The following access rules are proved, as the script is written which delivers the rules in the order given below, to be the minimal needed to bind:
olcAccess: to dn.exact="cn=Barbara Jensen,ou=Information Technology Division,ou=People,dc=example,dc=com" attrs=userpassword by anonymous =x by * break
olcAccess: to dn.exact="cn=Barbara Jensen,ou=Information Technology Division,ou=People,dc=example,dc=com" attrs=entry by anonymous =x by * break
olcAccess: to dn.exact="cn=Barbara Jensen,ou=Information Technology Division,ou=People,dc=example,dc=com" attrs=objectClass by anonymous =x by * break
olcAccess: to dn.exact="dc=example,dc=com" attrs=entry by anonymous =x by * break
olcAccess: to * by * none stop
However, if you follow the instructions in the "ORDERING BUG" section and re-order the access rules to the following:
olcAccess: to dn.exact="cn=Barbara Jensen,ou=Information Technology Division,ou=People,dc=example,dc=com" attrs=userpassword by anonymous =x by * break
olcAccess: to dn.exact="cn=Barbara Jensen,ou=Information Technology Division,ou=People,dc=example,dc=com" attrs=entry by anonymous =x by * break
olcAccess: to dn.exact="dc=example,dc=com" attrs=entry by anonymous =x by * break
olcAccess: to dn.exact="cn=Barbara Jensen,ou=Information Technology Division,ou=People,dc=example,dc=com" attrs=objectClass by anonymous =x by * break
olcAccess: to * by * none stop
Then what you find is that the rule:
olcAccess: to dn.exact="dc=example,dc=com" attrs=entry by anonymous =x by * break
is unnecessary. The bind can be performed without it and so the script fails.
At this point I gave up. Anything, especially previous binds if there's some sort of caching involved, could be causing this and I didn't try to come up with a minimal example. I can tell you that you can comment out line #2467, which removes all the mappings to "ldap:" urls and leaves only the olcAuthzRegexp with the "dn:" mappings, and the problem still exhibits.
My problem is that if you can't test for minimal access rights required to bind by removing ACLs until you get a minimal set, then there's no way to know or document what the minimal access rights are.
In theory, the test script could do more than remove access rights to come up with a minimal set. It could also re-order all the access rights and test all permutations to prove that when all access rights are "maximally specific", ACLs are not sensitive to order. (As I believe should be the case.) This is probably prudent, to prove that the bug I believe I've discovered is fixed. At least with respect to binding. But all of this is out-of-scope with respect to documenting access rights, which is what I want to do.

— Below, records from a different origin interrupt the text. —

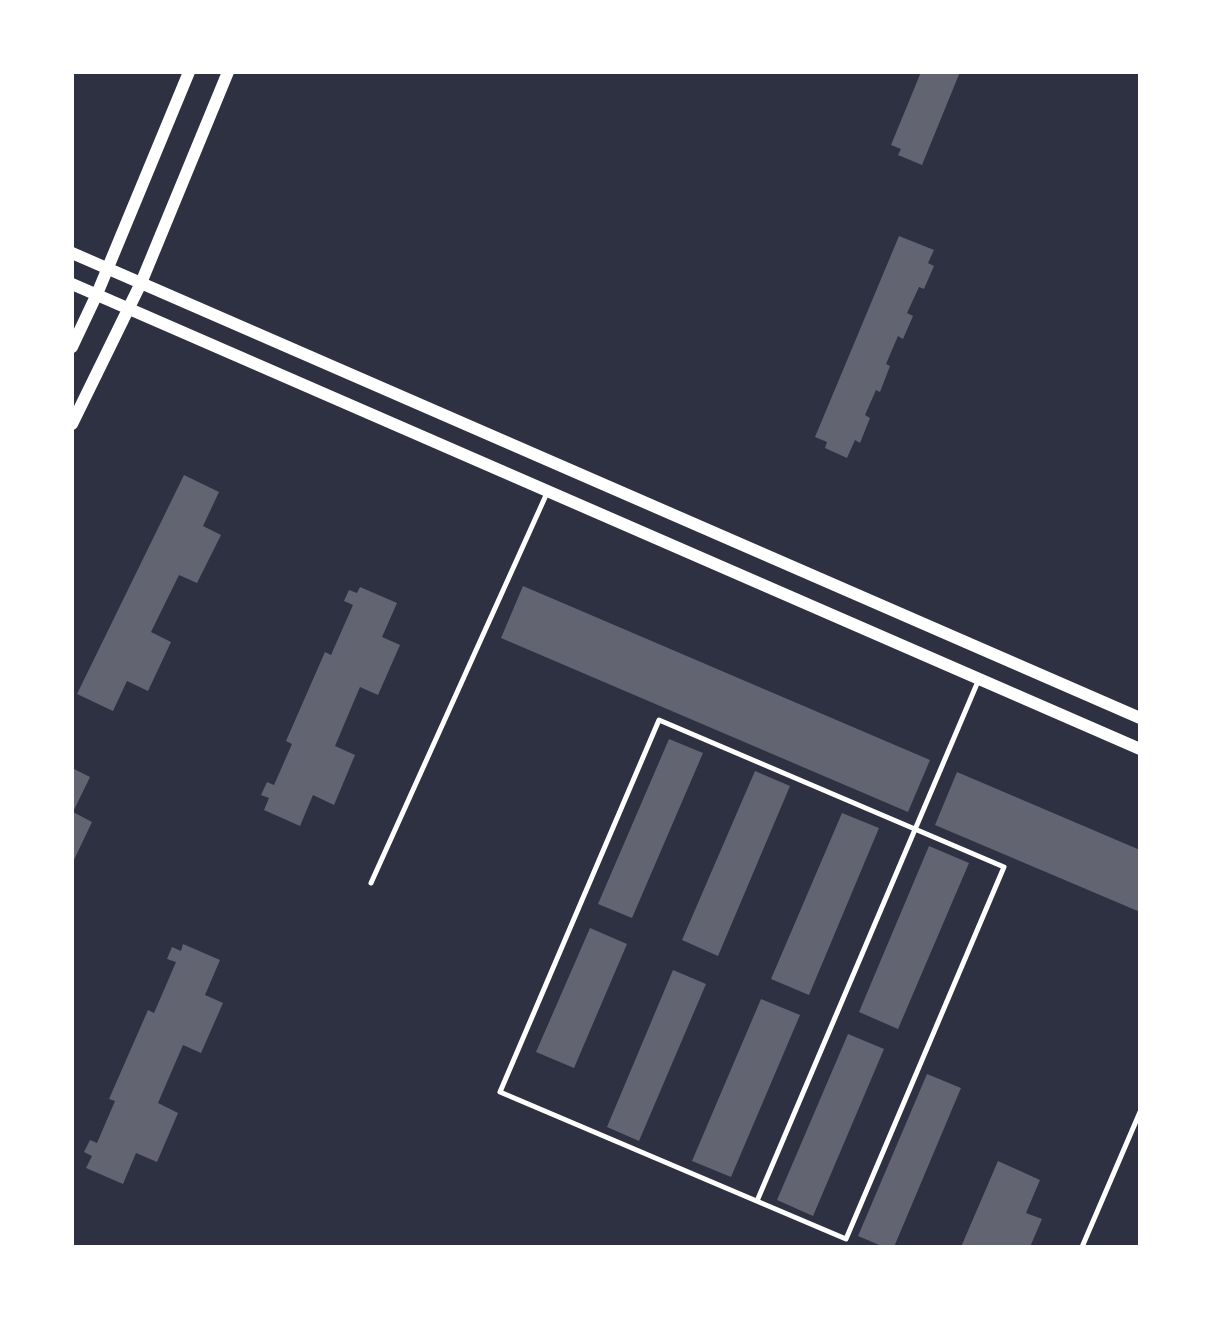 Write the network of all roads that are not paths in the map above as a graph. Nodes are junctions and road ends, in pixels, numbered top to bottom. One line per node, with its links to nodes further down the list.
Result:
1 (189, 72): 4 (street)
2 (228, 72): 5 (street)
3 (72, 253): 4 (street)
4 (108, 269): 5 (street); 7 (street)
5 (141, 283): 8 (street); 13 (street)
6 (72, 284): 7 (street)
7 (97, 295): 8 (street); 9 (street)
8 (128, 308): 10 (street); 11 (street)
9 (72, 347)
10 (72, 424)
11 (548, 491): 12 (street); 16 (lane)
12 (979, 679): 14 (street); 15 (lane)
13 (1140, 718)
14 (1140, 749)
15 (915, 829): 18 (lane); 18 (lane); 18 (lane)
16 (371, 883)
17 (1140, 1112): 19 (lane)
18 (757, 1201)
19 (1082, 1247)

P.S. Work on the test case is what uncovered bug# 9495. I wound up using a ":" character in the authzid to work-around the problem, and made corresponding adjustments to the authz-regexp(s). When 9495 is fixed you may want to fiddle with the test script and do "something different"; or not.
If you consider the authzid provided by the client has to go through normalisation as per RFC4513 Section 5.2.1.8, would you comment on ITS#9495 whether/or to what extent it might explain your findings?
I mention ITS#9495 here because this script discovered the problem. I don't believe that it really has to do with this script, other than when ITS#9495 is fixed this script might be changed so that the mappings happen in a more natural way. ITS#9495 explains why this script's mappings are "different".